Having designed a variety of apps across categories for most different clients and mobile OS platforms, SDI predicts major trends & insights in mobile app development.
The thought of gamification is not hard - mimic the points, challenges, leaderboards, and to some extent the style language of games in non-game situations.
Gamification will be woven into apps across categories. Workout apps, by way of example, "gamify" by letting users to create achievements, unlock new actual life challenges (a fresh difficult cycling route, for example) and brag about successfully completing a particular challenge with participants.
Even cooking apps have borrowed the mutual competitiveness by getting users to write photos of their dishes with other users, and compare and critique them. More notably, multinational cafe chain Starbucks awarded discounts to cafe visitors who've won the 'Mayor' ranking for FourSquare check-ins at Starbucks locations.
Smartphones are essential
Going back maybe eight years back, it had been hard to believe that one would spend a lot of cash on a phone. However, the last two years have demostrated how smartphones aren't just productivity and entertainment devices, but have established a psychological appeal among users. They are now not only lifestyle tools, but enablers of the fast, constantly connected lifestyle.
The freemium model works
While you might think that the oversaturation of the app market would cause developers of paid apps losing possible buyers, the fact is the opposite.

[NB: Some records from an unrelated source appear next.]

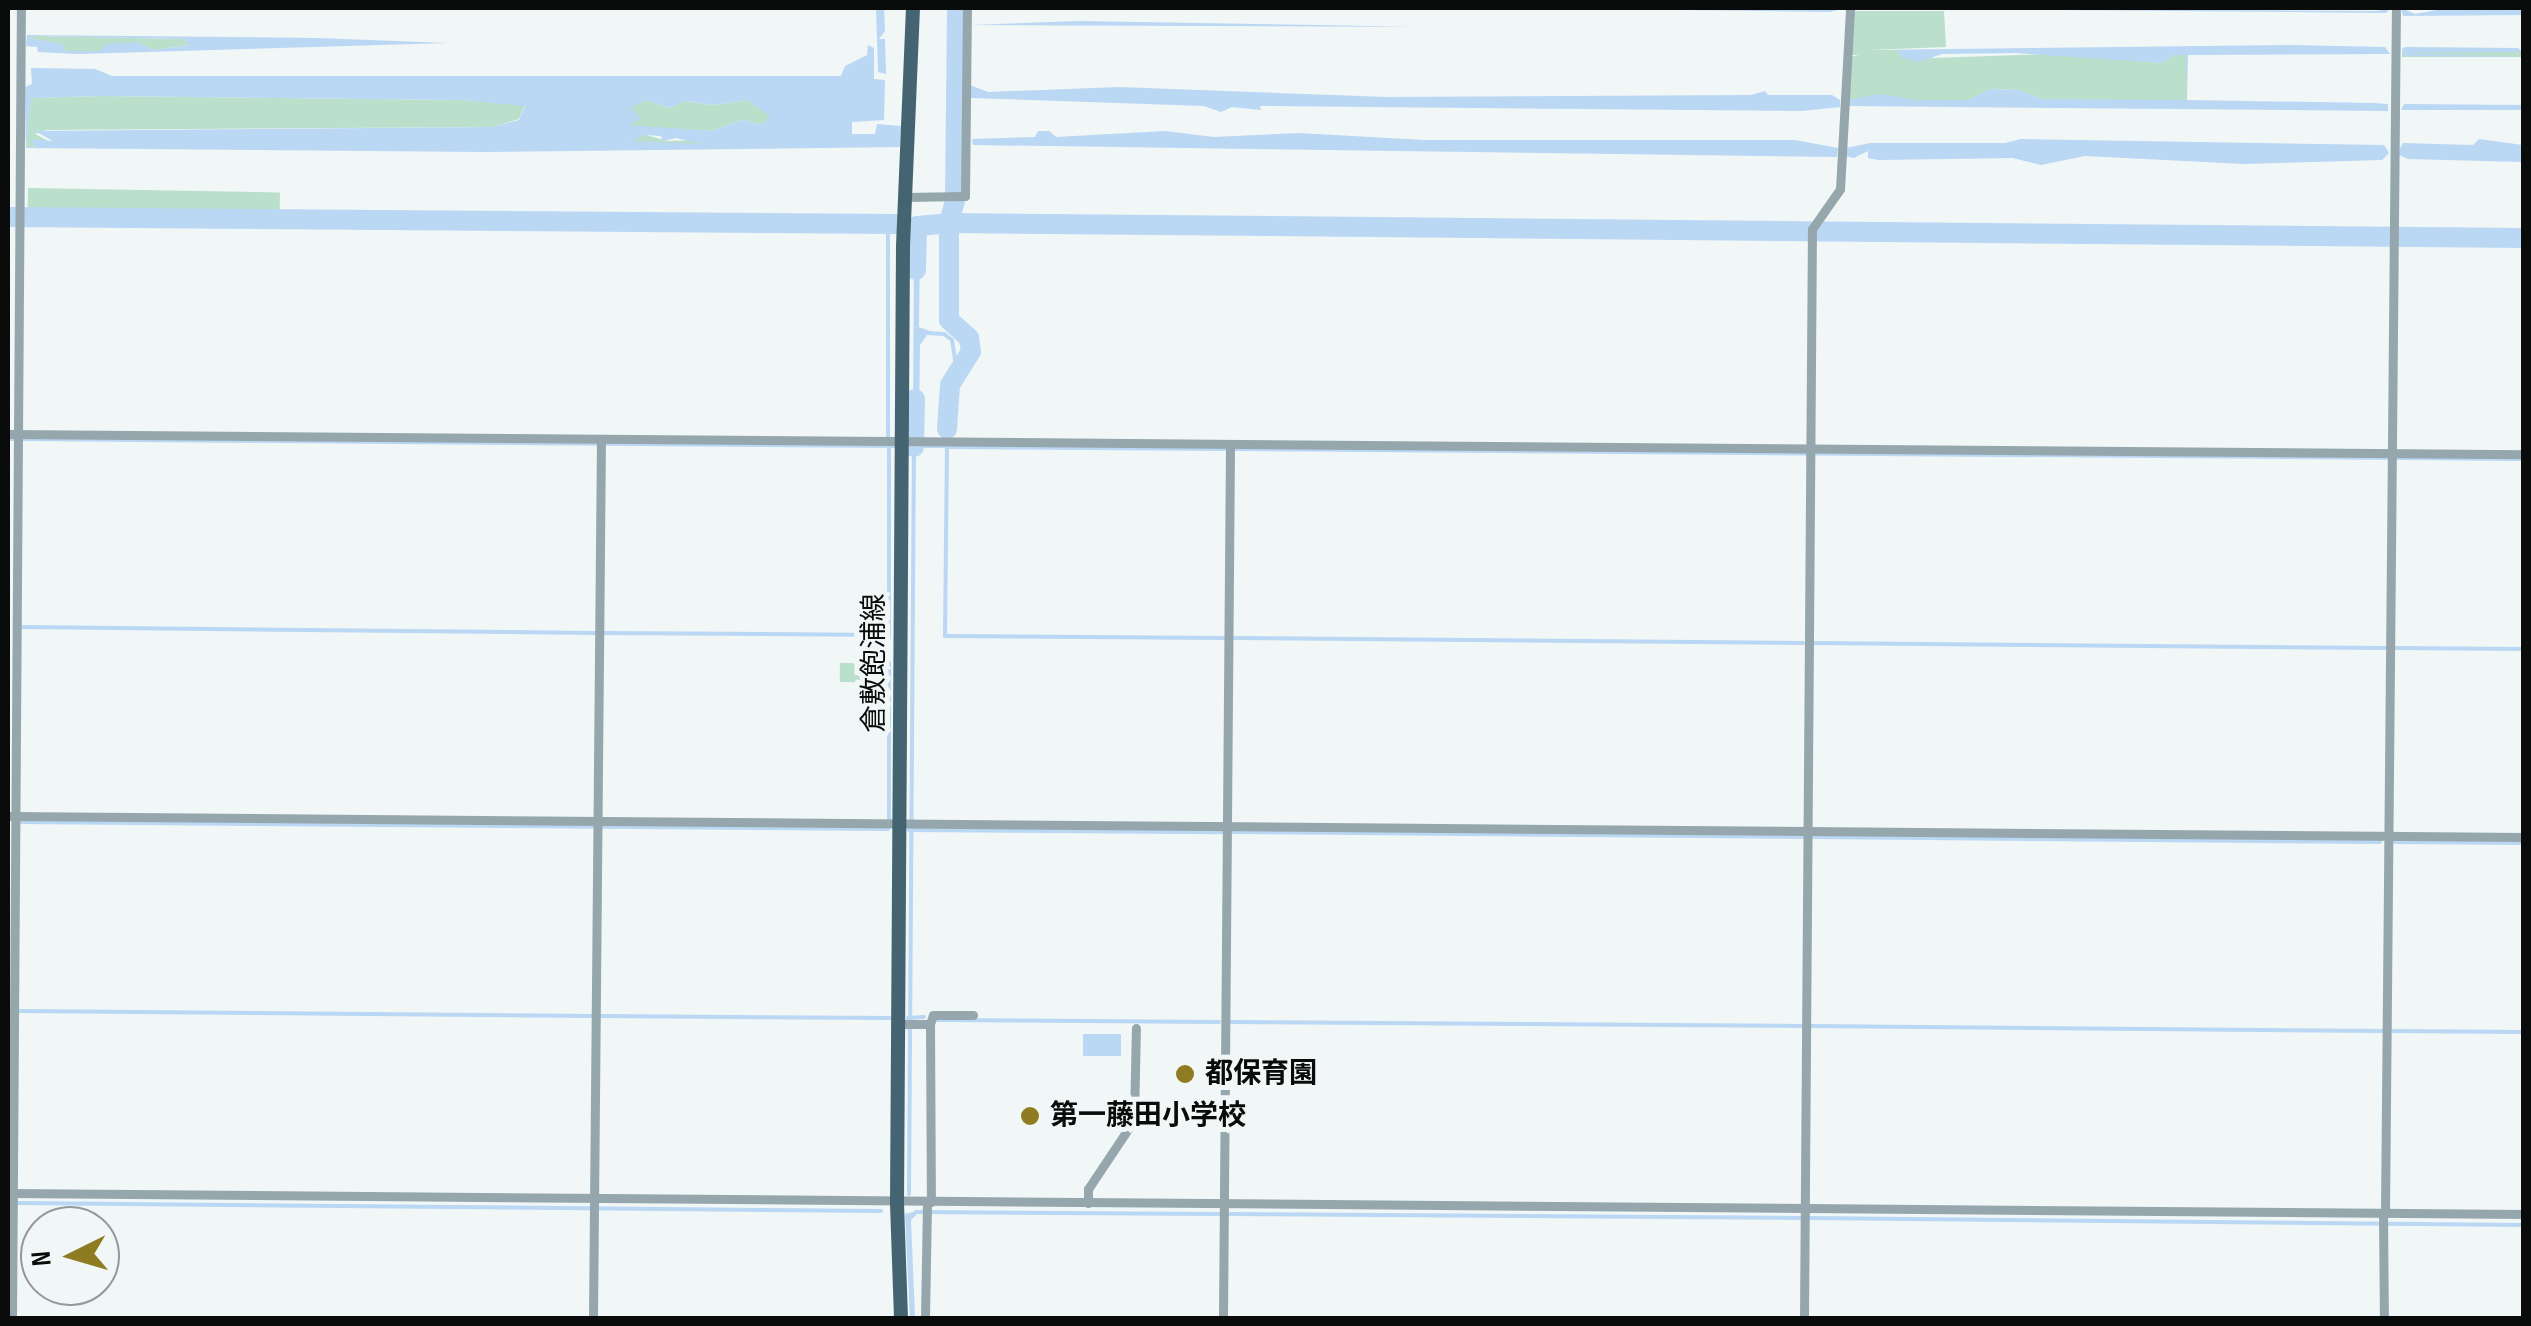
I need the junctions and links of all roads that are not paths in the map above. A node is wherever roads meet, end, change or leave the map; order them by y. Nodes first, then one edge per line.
1 (21, 8) edge
2 (913, 8) edge
3 (967, 8) edge
4 (1850, 8) edge
5 (2396, 8) edge
6 (8, 186) edge
7 (20, 186) junction
8 (906, 197) junction
9 (13, 434) edge
10 (902, 440) junction
11 (601, 444) junction
12 (1230, 444) junction
13 (1811, 452) junction
14 (2524, 454) edge
15 (2392, 456) junction
16 (11, 816) edge
17 (908, 823) junction
18 (597, 825) junction
19 (1226, 826) junction
20 (1807, 832) junction
21 (2388, 835) junction
22 (2524, 838) edge
23 (973, 1015) dead end
24 (907, 1024) junction
25 (930, 1024) junction
26 (1136, 1028) dead end
27 (10, 1194) edge
28 (897, 1202) junction
29 (1088, 1203) junction
30 (1223, 1204) junction
31 (592, 1205) junction
32 (928, 1207) junction
33 (1804, 1208) junction
34 (2524, 1214) edge
35 (2384, 1218) junction
36 (12, 1318) edge
37 (593, 1318) edge
38 (902, 1318) edge
39 (926, 1318) edge
40 (1222, 1318) edge
41 (1804, 1318) edge
42 (2384, 1318) edge

1 - 7 street
2 - 8 main road, 倉敷飽浦線
3 - 8 street
4 - 13 street
5 - 15 street
6 - 7 street
7 - 9 street
8 - 10 main road, 倉敷飽浦線
9 - 11 street
9 - 16 street
10 - 11 street
10 - 12 street
10 - 17 main road, 倉敷飽浦線
11 - 18 street
12 - 13 street
12 - 19 street
13 - 15 street
13 - 20 street
14 - 15 street
15 - 21 street
16 - 18 street
16 - 27 street
17 - 18 street
17 - 19 street
17 - 24 main road, 倉敷飽浦線
18 - 31 street
19 - 20 street
19 - 30 street
20 - 21 street
20 - 33 street
21 - 22 street
21 - 35 street
23 - 25 street
24 - 25 street
24 - 28 main road, 倉敷飽浦線
25 - 32 street
26 - 29 street
27 - 31 street
27 - 36 street
28 - 31 street
28 - 32 street
28 - 38 main road, 倉敷飽浦線
29 - 30 street
29 - 32 street
30 - 33 street
30 - 40 street
31 - 37 street
32 - 39 street
33 - 35 street
33 - 41 street
34 - 35 street
35 - 42 street

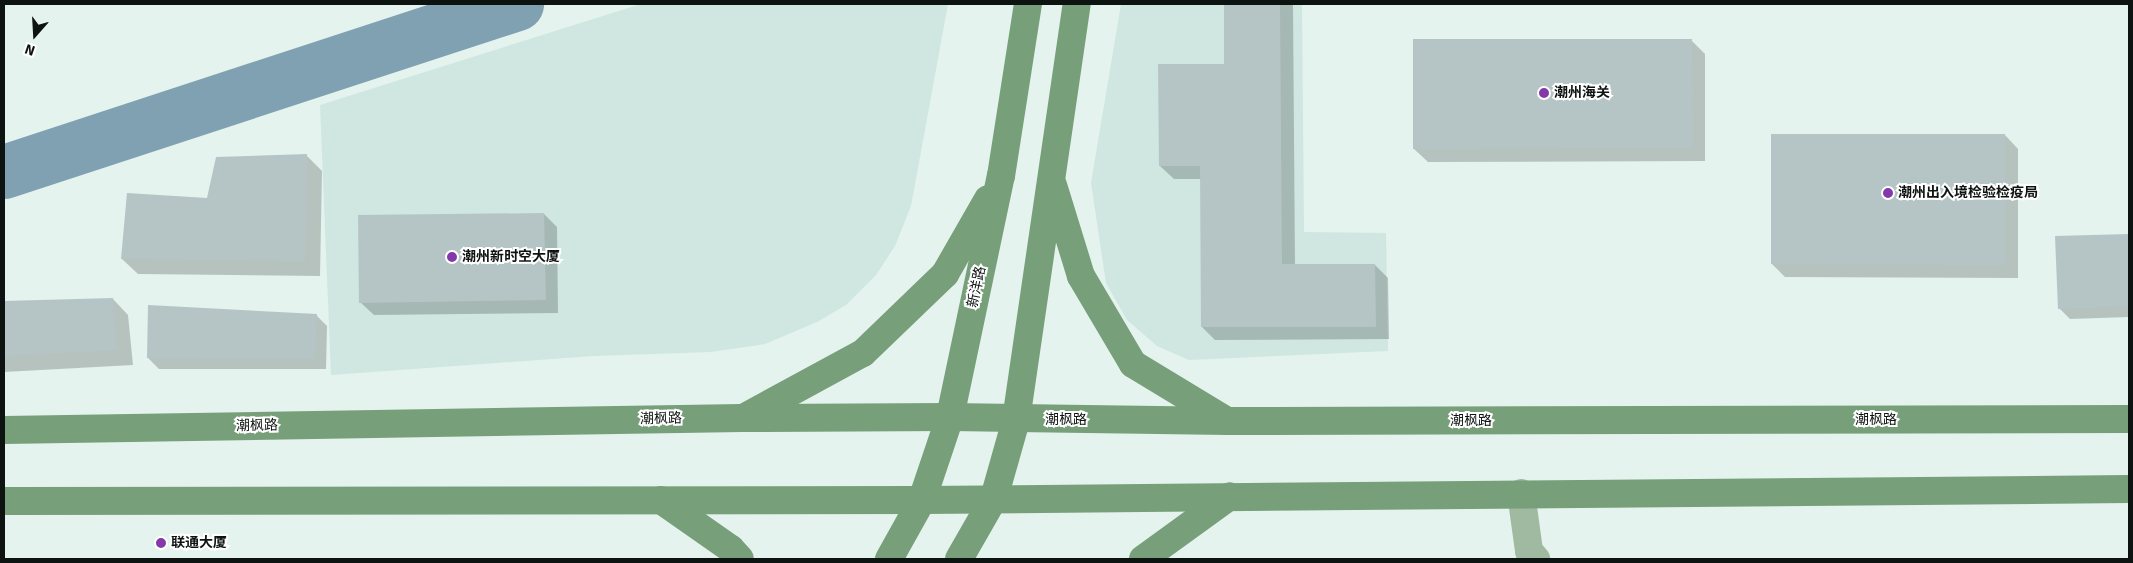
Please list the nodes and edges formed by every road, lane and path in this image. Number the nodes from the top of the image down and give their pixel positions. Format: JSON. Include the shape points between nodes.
{"nodes":[{"id":1,"x":1028,"y":4,"type":"edge"},
{"id":2,"x":1077,"y":4,"type":"edge"},
{"id":3,"x":1001,"y":176,"type":"junction"},
{"id":4,"x":1051,"y":176,"type":"junction"},
{"id":5,"x":950,"y":417,"type":"junction"},
{"id":6,"x":742,"y":418,"type":"junction"},
{"id":7,"x":2129,"y":419,"type":"edge"},
{"id":8,"x":1016,"y":420,"type":"junction"},
{"id":9,"x":1228,"y":422,"type":"junction"},
{"id":10,"x":4,"y":430,"type":"edge"},
{"id":11,"x":2129,"y":489,"type":"edge"},
{"id":12,"x":1522,"y":494,"type":"junction"},
{"id":13,"x":1230,"y":496,"type":"junction"},
{"id":14,"x":994,"y":498,"type":"junction"},
{"id":15,"x":4,"y":500,"type":"edge"},
{"id":16,"x":661,"y":500,"type":"junction"},
{"id":17,"x":922,"y":500,"type":"junction"},
{"id":18,"x":740,"y":559,"type":"edge"},
{"id":19,"x":889,"y":559,"type":"edge"},
{"id":20,"x":959,"y":559,"type":"edge"},
{"id":21,"x":1143,"y":559,"type":"edge"},
{"id":22,"x":1536,"y":559,"type":"edge"}],
"edges":[{"from":1,"to":3,"type":"main road","name":"新洋路"},
{"from":2,"to":4,"type":"main road"},
{"from":3,"to":5,"type":"main road","name":"新洋路"},
{"from":3,"to":6,"type":"main road","via":[[945,274],[863,353]]},
{"from":4,"to":8,"type":"main road"},
{"from":4,"to":9,"type":"main road","via":[[1081,276],[1133,364]]},
{"from":5,"to":6,"type":"main road","name":"潮枫路"},
{"from":5,"to":8,"type":"main road","name":"潮枫路"},
{"from":5,"to":17,"type":"main road","name":"新洋路"},
{"from":6,"to":10,"type":"main road","name":"潮枫路"},
{"from":7,"to":9,"type":"main road","name":"潮枫路"},
{"from":8,"to":9,"type":"main road","name":"潮枫路"},
{"from":8,"to":14,"type":"main road"},
{"from":11,"to":12,"type":"main road"},
{"from":12,"to":13,"type":"main road"},
{"from":12,"to":22,"type":"street","via":[[1529,551]]},
{"from":13,"to":14,"type":"main road"},
{"from":13,"to":21,"type":"main road"},
{"from":14,"to":17,"type":"main road"},
{"from":14,"to":20,"type":"main road"},
{"from":15,"to":16,"type":"main road"},
{"from":16,"to":17,"type":"main road"},
{"from":16,"to":18,"type":"main road","via":[[731,549]]},
{"from":17,"to":19,"type":"main road","name":"新洋路"}]}
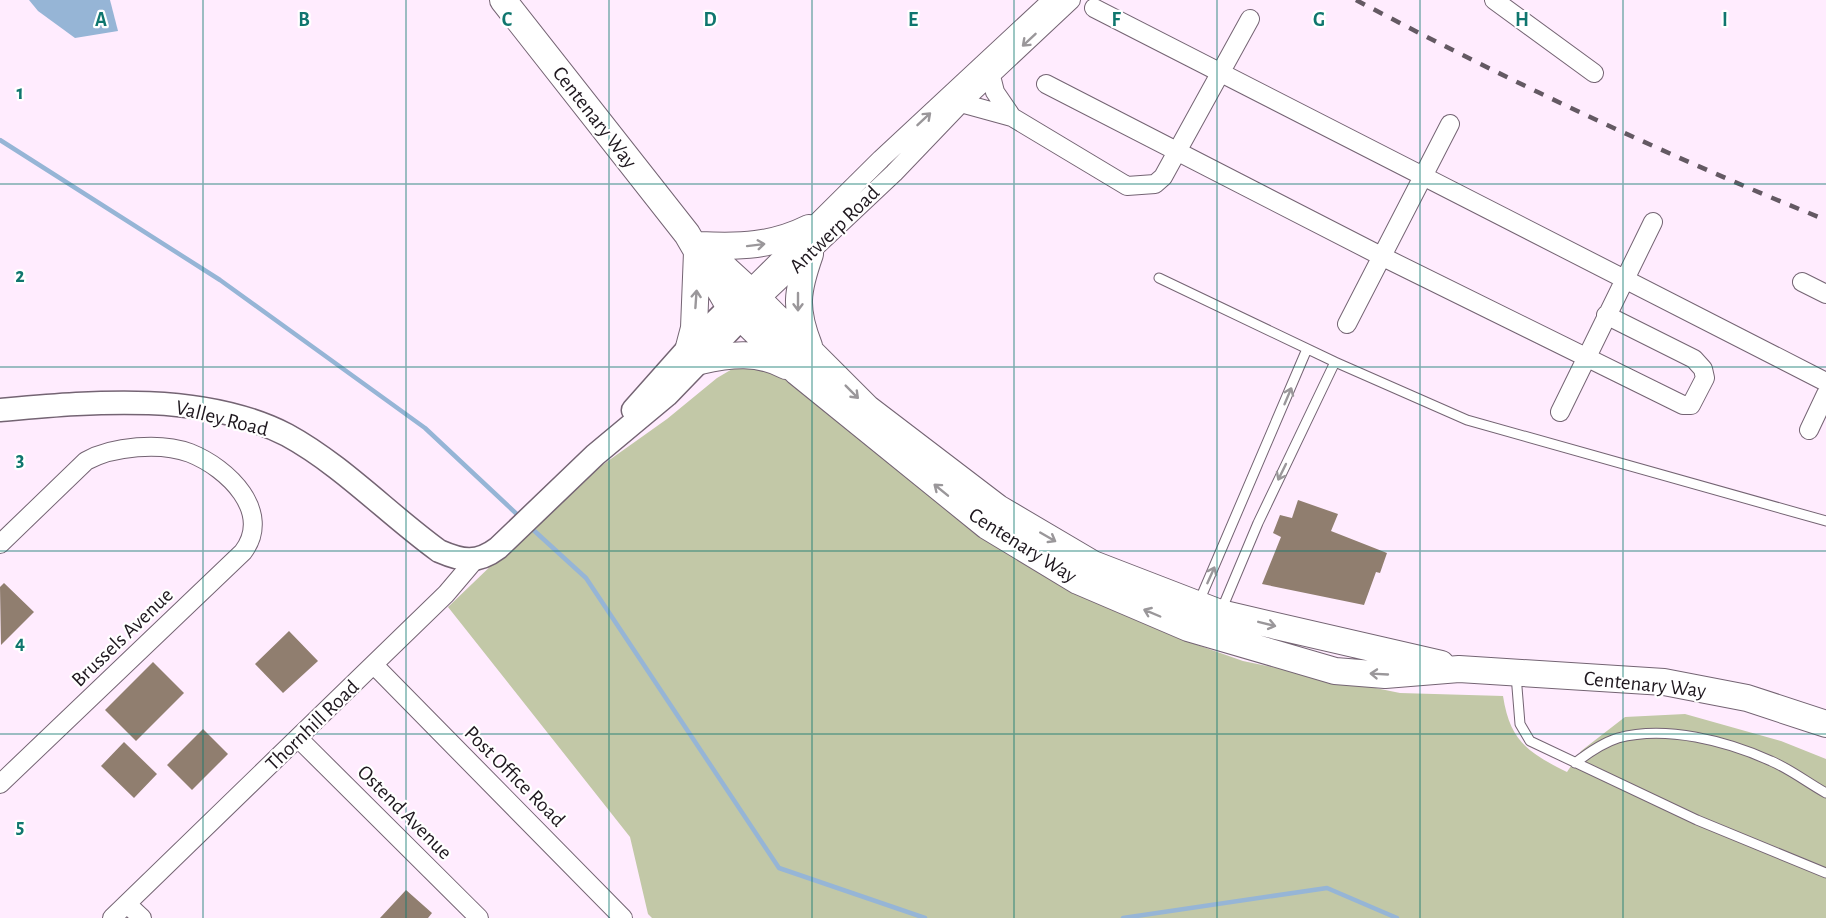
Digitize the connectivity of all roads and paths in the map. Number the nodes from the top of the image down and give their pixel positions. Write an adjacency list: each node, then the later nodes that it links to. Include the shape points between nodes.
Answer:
1 (503, 0): 18 (main road, Centenary Way)
2 (1052, 0): 17 (street, Antwerp Road, one-way to 2)
3 (1071, 0): 9 (street, Antwerp Road, one-way to 9)
4 (1494, 0): 8 (street)
5 (1094, 8): 7 (street)
6 (1250, 19): 7 (street)
7 (1220, 72): 14 (street); 15 (street)
8 (1594, 74)
9 (991, 76): 11 (street, Antwerp Road); 12 (street, via 995,92)
10 (1046, 84): 14 (street)
11 (961, 103): 12 (street); 19 (street, Antwerp Road)
12 (1012, 117): 14 (street, via 1127,186 1155,184)
13 (1450, 124): 15 (street)
14 (1176, 151): 20 (street)
15 (1423, 176): 20 (street); 22 (street)
16 (1653, 222): 22 (street)
17 (809, 228): 18 (main road, one-way to 17, via 755,246 788,239); 25 (street, Antwerp Road)
18 (695, 244): 25 (main road, Centenary Way); 26 (main road, Centenary Way); 31 (main road, one-way to 18)
19 (810, 254): 25 (street, Antwerp Road); 30 (main road, one-way to 30, via 797,302)
20 (1381, 256): 28 (street); 32 (street)
21 (1159, 278): 29 (lane)
22 (1624, 278): 27 (street); 35 (street)
23 (1802, 282): 24 (street)
24 (1826, 294)
25 (754, 295): 26 (street, Antwerp Road); 30 (main road, Centenary Way)
26 (736, 312): 31 (street, Antwerp Road); 34 (main road, Centenary Way)
27 (1606, 315): 32 (street); 32 (street, via 1694,360 1705,378 1691,405 1687,405)
28 (1347, 324)
29 (1307, 349): 33 (lane); 44 (lane, one-way to 29)
30 (810, 351): 44 (main road, Centenary Way, one-way to 44, via 867,408 998,508 1093,564)
31 (694, 354): 34 (main road, via 762,356); 41 (street, Antwerp Road, via 667,395 595,455)
32 (1585, 359): 38 (street)
33 (1335, 362): 40 (lane, via 1467,420); 44 (lane, one-way to 44, via 1258,523)
34 (796, 372): 44 (main road, Centenary Way, one-way to 34, via 1078,581 987,526)
35 (1826, 382)
36 (1826, 394): 39 (street)
37 (0, 410): 43 (street, Valley Road, via 82,402 150,402 198,408 253,422 286,435 323,459 439,551 456,559)
38 (1560, 412)
39 (1809, 430)
40 (1826, 521)
41 (511, 534): 43 (street, Thornhill Road, via 486,558)
42 (0, 544): 50 (street, Brussels Avenue, via 86,461 119,448 189,453 208,463 247,498 254,525 251,541 243,552)
43 (474, 561): 45 (street, Thornhill Road)
44 (1204, 620): 46 (main road, Centenary Way, via 1335,671 1385,675 1459,669)
45 (374, 665): 48 (street, Thornhill Road); 57 (street, Post Office Road)
46 (1515, 673): 47 (main road, Centenary Way, via 1664,682 1748,698); 49 (lane, via 1520,724 1530,741)
47 (1826, 724)
48 (298, 738): 53 (street, Thornhill Road); 56 (street, Ostend Avenue)
49 (1575, 763): 51 (lane, via 1618,739 1667,734 1715,742 1771,761); 52 (lane, via 1708,825)
50 (0, 784)
51 (1826, 793)
52 (1826, 873)
53 (127, 904): 54 (street, Thornhill Road); 55 (street)
54 (112, 918)
55 (142, 918)
56 (479, 918)
57 (623, 918)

With the normal acceptance of the ?There is an app for that?, as well as the rush to crank out apps, people are in fact ready to pay somewhat for a high quality app. Apps aren't actually programs anymore ? they are considered assets in a very smartphone-enabled lifestyle.
Users will gladly pay for any little more functionality if these are satisfied with your app?s performance and utility.
The future is cross platform
There are two critical why you should consider why cross platform, and never loyalty to a single app platform is paramount to thrive in the app marketplace. Firstly, looking at major successful apps across categories, you can see that being available on the web and across devices is part from the reason for their success. From gaming to note-taking, people are looking for rapid convenience, and you also cannot discount web versions of mobile apps.
Apple got this right whenever they developed the iCloud. Secondly, there isn't any more loyalty to some OS. Samsung?s march towards monopolizing the smartphone market may be marked by Apple losing prospective customers heavily.